Gilbert K. Yang - DISCERN Investment Analytics, Inc
Right. Okay.
And second question for Scott is, in terms of the market share battle with Saudi Arabia, is this just a street fight or just an outright market share issue? Or are there other things going on?
Are there hidden agendas that you can maybe speak to in terms of maybe driving down price in the U.S. so that they can purchase U.S.
assets or just getting the other OPEC guys in line to -- so they all cooperate in terms of controlling the market better? What's the real agenda here?
Scott Douglas Sheffield
No. I think, that's the real agenda.
There's been articles written about whether or not they're trying to hurt the Russians or the Iranians, but you have to realize, OPEC is down to just Saudi Arabia, maybe Kuwait and maybe UAE. But when you're trying to negotiate with the bankrupt Venezuelans or trying to negotiate with the Shia in Iraq and Iran, that's going to be -- it's going to be a lot tougher for OPEC to come to an agreement to cut production.

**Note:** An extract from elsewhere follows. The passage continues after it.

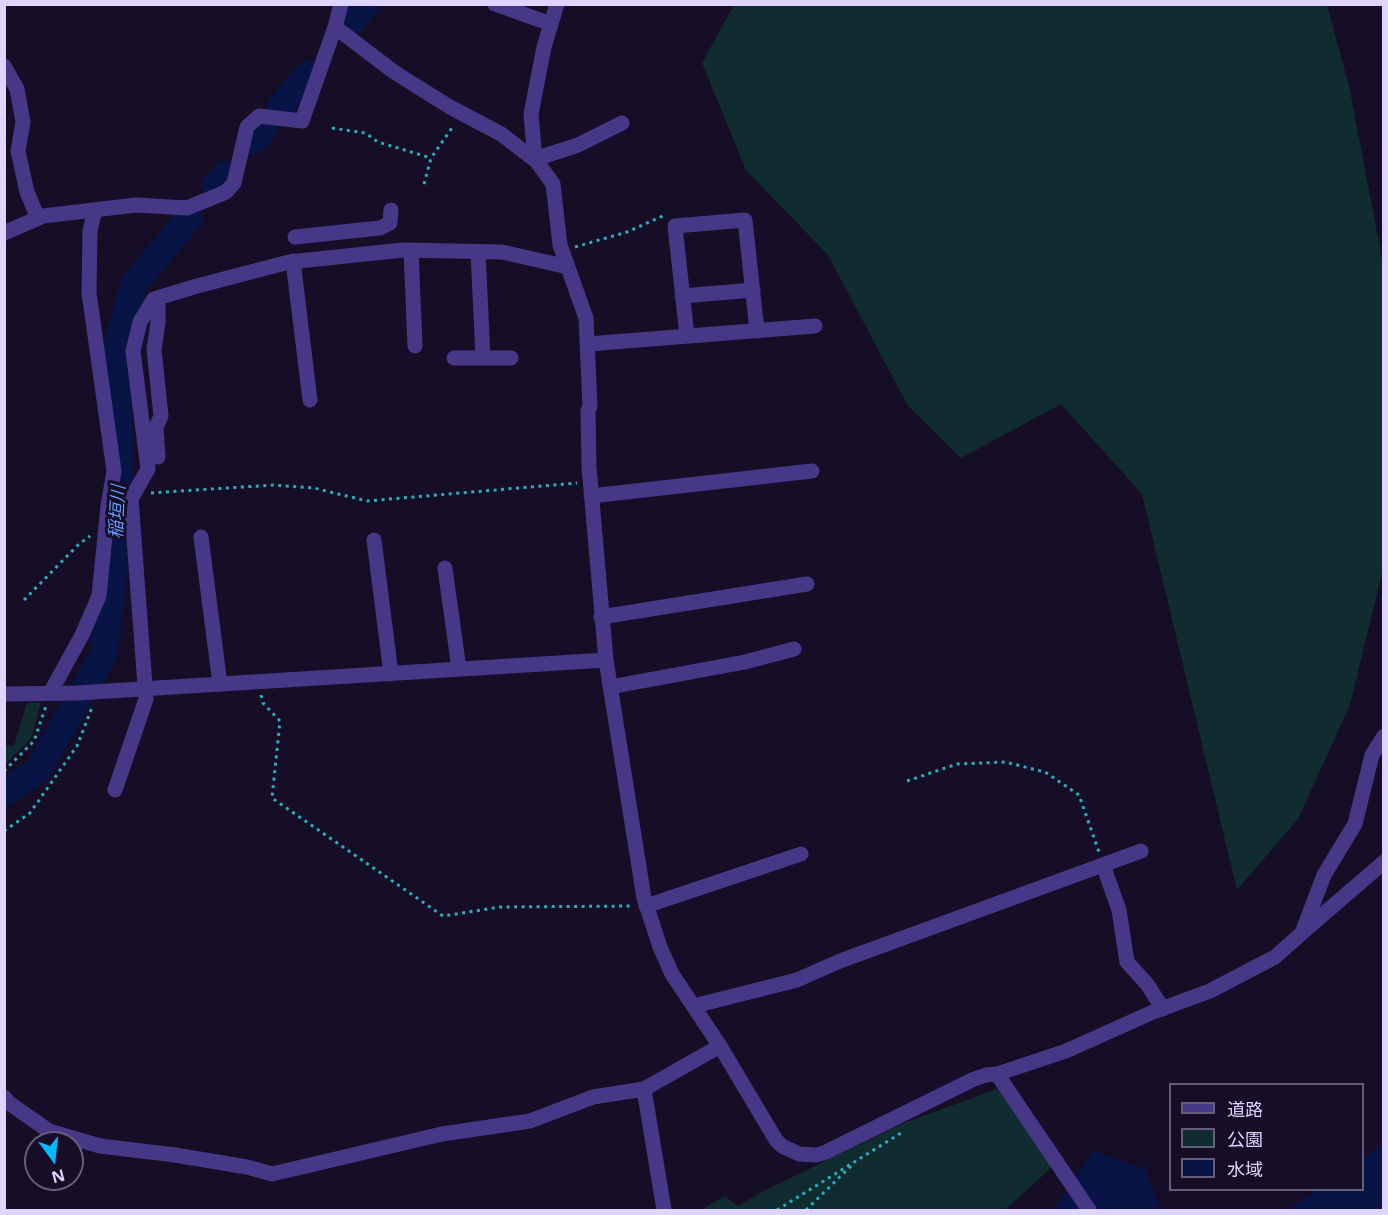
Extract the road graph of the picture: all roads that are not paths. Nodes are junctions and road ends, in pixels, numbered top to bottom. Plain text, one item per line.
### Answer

So the U.S. is still growing over 1 million barrels a day.
Most people has the world growing only 600,000 barrels a day this year because of Europe economy, what China is doing. And so the stimulus, I think, will help long-term, $1 trillion stimulus.
And so prices should recover within the next 2 years. But it's going to be really hard for OPEC, I think, to come some type of agreement just because of the status of these various OPEC countries.
I didn't add Libya. Who do you negotiate with in Libya to cut production?
You got 3 factions, one of them is Al Qaeda-related. So who do you negotiate there to cut production?
So it's a lot tougher than it has been in the past. So it's down to Saudi to cut production, they just don't want to do it.
So it's putting pressure on the U.S. shale oil revolution.
Operator
And there are no further questions in the queue. At this time, I'll turn the call back to the speakers for any additional or closing remarks.
Scott Douglas Sheffield
Again, thank you for listening to our great quarter. We got a great story, a great asset over the next 2 years, so look forward to seeing everybody out on the road.
Thank you.
Operator
That does conclude today's conference. Thank you for your participation.